» Work task: From first line to last, retype the data exactly.

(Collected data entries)

== Segment start ==

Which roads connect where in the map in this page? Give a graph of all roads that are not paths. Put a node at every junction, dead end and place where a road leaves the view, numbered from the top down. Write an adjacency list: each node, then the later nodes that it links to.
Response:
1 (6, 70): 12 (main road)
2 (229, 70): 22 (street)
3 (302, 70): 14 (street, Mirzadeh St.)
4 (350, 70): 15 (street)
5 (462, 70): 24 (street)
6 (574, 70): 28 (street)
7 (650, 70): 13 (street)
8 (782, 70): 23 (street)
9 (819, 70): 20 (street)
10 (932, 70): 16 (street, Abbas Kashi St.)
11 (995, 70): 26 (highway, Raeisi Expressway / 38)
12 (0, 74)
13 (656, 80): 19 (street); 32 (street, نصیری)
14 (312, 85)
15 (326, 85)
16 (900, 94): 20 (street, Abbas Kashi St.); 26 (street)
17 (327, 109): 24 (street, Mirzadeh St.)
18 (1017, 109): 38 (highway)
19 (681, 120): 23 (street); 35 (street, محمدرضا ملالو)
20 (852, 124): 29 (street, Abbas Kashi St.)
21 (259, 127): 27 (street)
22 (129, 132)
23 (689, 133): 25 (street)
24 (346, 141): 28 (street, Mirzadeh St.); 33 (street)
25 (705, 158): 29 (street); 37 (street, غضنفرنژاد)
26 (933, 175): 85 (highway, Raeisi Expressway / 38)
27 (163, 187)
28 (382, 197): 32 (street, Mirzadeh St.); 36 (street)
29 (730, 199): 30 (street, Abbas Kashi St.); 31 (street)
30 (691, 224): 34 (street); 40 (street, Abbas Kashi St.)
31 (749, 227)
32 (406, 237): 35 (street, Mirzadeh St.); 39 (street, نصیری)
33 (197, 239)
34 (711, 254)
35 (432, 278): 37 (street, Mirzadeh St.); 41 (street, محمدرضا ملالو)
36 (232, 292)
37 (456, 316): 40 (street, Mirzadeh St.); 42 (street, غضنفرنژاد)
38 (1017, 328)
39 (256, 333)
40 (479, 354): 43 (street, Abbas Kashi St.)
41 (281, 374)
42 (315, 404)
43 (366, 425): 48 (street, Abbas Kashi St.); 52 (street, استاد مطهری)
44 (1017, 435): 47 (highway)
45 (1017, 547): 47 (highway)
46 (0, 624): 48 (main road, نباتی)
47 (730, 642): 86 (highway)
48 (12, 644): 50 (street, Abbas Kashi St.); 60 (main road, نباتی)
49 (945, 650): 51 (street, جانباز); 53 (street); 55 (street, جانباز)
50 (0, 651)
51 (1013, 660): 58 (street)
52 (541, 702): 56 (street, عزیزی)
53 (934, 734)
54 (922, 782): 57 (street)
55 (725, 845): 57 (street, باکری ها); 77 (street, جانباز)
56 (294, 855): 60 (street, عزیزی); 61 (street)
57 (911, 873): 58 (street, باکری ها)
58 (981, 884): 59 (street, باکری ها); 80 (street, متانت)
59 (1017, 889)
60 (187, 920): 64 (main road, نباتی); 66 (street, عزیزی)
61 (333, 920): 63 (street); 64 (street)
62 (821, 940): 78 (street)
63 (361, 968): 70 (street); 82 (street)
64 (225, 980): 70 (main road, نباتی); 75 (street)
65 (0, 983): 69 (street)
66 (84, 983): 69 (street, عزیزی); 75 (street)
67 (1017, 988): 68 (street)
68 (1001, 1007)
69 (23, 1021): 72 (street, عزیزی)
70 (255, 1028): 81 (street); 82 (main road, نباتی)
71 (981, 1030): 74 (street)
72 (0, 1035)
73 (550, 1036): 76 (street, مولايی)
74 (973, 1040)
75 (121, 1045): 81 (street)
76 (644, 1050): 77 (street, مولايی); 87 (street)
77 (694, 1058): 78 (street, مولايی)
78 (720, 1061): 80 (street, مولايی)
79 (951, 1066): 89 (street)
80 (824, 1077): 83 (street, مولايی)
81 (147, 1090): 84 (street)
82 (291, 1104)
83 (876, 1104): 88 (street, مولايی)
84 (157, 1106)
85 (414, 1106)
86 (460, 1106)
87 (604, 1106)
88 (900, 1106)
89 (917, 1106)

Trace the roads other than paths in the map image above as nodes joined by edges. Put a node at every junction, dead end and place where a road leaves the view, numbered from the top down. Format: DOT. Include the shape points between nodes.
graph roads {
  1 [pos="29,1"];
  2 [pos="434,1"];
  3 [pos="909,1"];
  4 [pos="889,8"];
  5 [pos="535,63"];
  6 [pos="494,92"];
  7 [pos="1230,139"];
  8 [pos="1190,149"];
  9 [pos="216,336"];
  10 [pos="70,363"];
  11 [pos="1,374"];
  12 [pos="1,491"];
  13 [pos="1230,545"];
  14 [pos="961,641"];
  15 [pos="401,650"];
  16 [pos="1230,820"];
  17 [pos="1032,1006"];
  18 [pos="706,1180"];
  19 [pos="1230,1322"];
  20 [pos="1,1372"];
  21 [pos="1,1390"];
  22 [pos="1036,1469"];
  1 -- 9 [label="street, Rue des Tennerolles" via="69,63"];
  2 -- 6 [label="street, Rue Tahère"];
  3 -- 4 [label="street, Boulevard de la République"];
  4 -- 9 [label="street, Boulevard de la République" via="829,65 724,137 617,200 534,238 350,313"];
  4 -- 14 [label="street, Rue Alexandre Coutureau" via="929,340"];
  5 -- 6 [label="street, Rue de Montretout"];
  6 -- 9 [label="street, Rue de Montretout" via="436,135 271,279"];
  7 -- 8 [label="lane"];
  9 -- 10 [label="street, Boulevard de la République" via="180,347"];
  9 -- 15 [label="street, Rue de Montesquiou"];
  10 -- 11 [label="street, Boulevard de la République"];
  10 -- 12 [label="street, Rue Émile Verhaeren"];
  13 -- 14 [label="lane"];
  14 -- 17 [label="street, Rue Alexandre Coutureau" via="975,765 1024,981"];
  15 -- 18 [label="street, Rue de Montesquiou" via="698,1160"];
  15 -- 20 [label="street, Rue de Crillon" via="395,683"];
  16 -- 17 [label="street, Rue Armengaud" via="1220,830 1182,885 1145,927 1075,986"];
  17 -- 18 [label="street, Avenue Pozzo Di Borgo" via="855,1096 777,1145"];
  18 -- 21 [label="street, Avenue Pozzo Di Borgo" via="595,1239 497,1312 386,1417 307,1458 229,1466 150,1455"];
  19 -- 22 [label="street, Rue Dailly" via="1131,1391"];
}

== Segment end ==

» Solution:
Which roads connect where in the map in this page? Give a graph of all roads that are not paths. Put a node at every junction, dead end and place where a road leaves the view, numbered from the top down. Write an adjacency list: each node, then the later nodes that it links to.
Response:
1 (6, 70): 12 (main road)
2 (229, 70): 22 (street)
3 (302, 70): 14 (street, Mirzadeh St.)
4 (350, 70): 15 (street)
5 (462, 70): 24 (street)
6 (574, 70): 28 (street)
7 (650, 70): 13 (street)
8 (782, 70): 23 (street)
9 (819, 70): 20 (street)
10 (932, 70): 16 (street, Abbas Kashi St.)
11 (995, 70): 26 (highway, Raeisi Expressway / 38)
12 (0, 74)
13 (656, 80): 19 (street); 32 (street, نصیری)
14 (312, 85)
15 (326, 85)
16 (900, 94): 20 (street, Abbas Kashi St.); 26 (street)
17 (327, 109): 24 (street, Mirzadeh St.)
18 (1017, 109): 38 (highway)
19 (681, 120): 23 (street); 35 (street, محمدرضا ملالو)
20 (852, 124): 29 (street, Abbas Kashi St.)
21 (259, 127): 27 (street)
22 (129, 132)
23 (689, 133): 25 (street)
24 (346, 141): 28 (street, Mirzadeh St.); 33 (street)
25 (705, 158): 29 (street); 37 (street, غضنفرنژاد)
26 (933, 175): 85 (highway, Raeisi Expressway / 38)
27 (163, 187)
28 (382, 197): 32 (street, Mirzadeh St.); 36 (street)
29 (730, 199): 30 (street, Abbas Kashi St.); 31 (street)
30 (691, 224): 34 (street); 40 (street, Abbas Kashi St.)
31 (749, 227)
32 (406, 237): 35 (street, Mirzadeh St.); 39 (street, نصیری)
33 (197, 239)
34 (711, 254)
35 (432, 278): 37 (street, Mirzadeh St.); 41 (street, محمدرضا ملالو)
36 (232, 292)
37 (456, 316): 40 (street, Mirzadeh St.); 42 (street, غضنفرنژاد)
38 (1017, 328)
39 (256, 333)
40 (479, 354): 43 (street, Abbas Kashi St.)
41 (281, 374)
42 (315, 404)
43 (366, 425): 48 (street, Abbas Kashi St.); 52 (street, استاد مطهری)
44 (1017, 435): 47 (highway)
45 (1017, 547): 47 (highway)
46 (0, 624): 48 (main road, نباتی)
47 (730, 642): 86 (highway)
48 (12, 644): 50 (street, Abbas Kashi St.); 60 (main road, نباتی)
49 (945, 650): 51 (street, جانباز); 53 (street); 55 (street, جانباز)
50 (0, 651)
51 (1013, 660): 58 (street)
52 (541, 702): 56 (street, عزیزی)
53 (934, 734)
54 (922, 782): 57 (street)
55 (725, 845): 57 (street, باکری ها); 77 (street, جانباز)
56 (294, 855): 60 (street, عزیزی); 61 (street)
57 (911, 873): 58 (street, باکری ها)
58 (981, 884): 59 (street, باکری ها); 80 (street, متانت)
59 (1017, 889)
60 (187, 920): 64 (main road, نباتی); 66 (street, عزیزی)
61 (333, 920): 63 (street); 64 (street)
62 (821, 940): 78 (street)
63 (361, 968): 70 (street); 82 (street)
64 (225, 980): 70 (main road, نباتی); 75 (street)
65 (0, 983): 69 (street)
66 (84, 983): 69 (street, عزیزی); 75 (street)
67 (1017, 988): 68 (street)
68 (1001, 1007)
69 (23, 1021): 72 (street, عزیزی)
70 (255, 1028): 81 (street); 82 (main road, نباتی)
71 (981, 1030): 74 (street)
72 (0, 1035)
73 (550, 1036): 76 (street, مولايی)
74 (973, 1040)
75 (121, 1045): 81 (street)
76 (644, 1050): 77 (street, مولايی); 87 (street)
77 (694, 1058): 78 (street, مولايی)
78 (720, 1061): 80 (street, مولايی)
79 (951, 1066): 89 (street)
80 (824, 1077): 83 (street, مولايی)
81 (147, 1090): 84 (street)
82 (291, 1104)
83 (876, 1104): 88 (street, مولايی)
84 (157, 1106)
85 (414, 1106)
86 (460, 1106)
87 (604, 1106)
88 (900, 1106)
89 (917, 1106)

Trace the roads other than paths in the map image above as nodes joined by edges. Put a node at every junction, dead end and place where a road leaves the view, numbered from the top down. Format: DOT. Include the shape points between nodes.
graph roads {
  1 [pos="29,1"];
  2 [pos="434,1"];
  3 [pos="909,1"];
  4 [pos="889,8"];
  5 [pos="535,63"];
  6 [pos="494,92"];
  7 [pos="1230,139"];
  8 [pos="1190,149"];
  9 [pos="216,336"];
  10 [pos="70,363"];
  11 [pos="1,374"];
  12 [pos="1,491"];
  13 [pos="1230,545"];
  14 [pos="961,641"];
  15 [pos="401,650"];
  16 [pos="1230,820"];
  17 [pos="1032,1006"];
  18 [pos="706,1180"];
  19 [pos="1230,1322"];
  20 [pos="1,1372"];
  21 [pos="1,1390"];
  22 [pos="1036,1469"];
  1 -- 9 [label="street, Rue des Tennerolles" via="69,63"];
  2 -- 6 [label="street, Rue Tahère"];
  3 -- 4 [label="street, Boulevard de la République"];
  4 -- 9 [label="street, Boulevard de la République" via="829,65 724,137 617,200 534,238 350,313"];
  4 -- 14 [label="street, Rue Alexandre Coutureau" via="929,340"];
  5 -- 6 [label="street, Rue de Montretout"];
  6 -- 9 [label="street, Rue de Montretout" via="436,135 271,279"];
  7 -- 8 [label="lane"];
  9 -- 10 [label="street, Boulevard de la République" via="180,347"];
  9 -- 15 [label="street, Rue de Montesquiou"];
  10 -- 11 [label="street, Boulevard de la République"];
  10 -- 12 [label="street, Rue Émile Verhaeren"];
  13 -- 14 [label="lane"];
  14 -- 17 [label="street, Rue Alexandre Coutureau" via="975,765 1024,981"];
  15 -- 18 [label="street, Rue de Montesquiou" via="698,1160"];
  15 -- 20 [label="street, Rue de Crillon" via="395,683"];
  16 -- 17 [label="street, Rue Armengaud" via="1220,830 1182,885 1145,927 1075,986"];
  17 -- 18 [label="street, Avenue Pozzo Di Borgo" via="855,1096 777,1145"];
  18 -- 21 [label="street, Avenue Pozzo Di Borgo" via="595,1239 497,1312 386,1417 307,1458 229,1466 150,1455"];
  19 -- 22 [label="street, Rue Dailly" via="1131,1391"];
}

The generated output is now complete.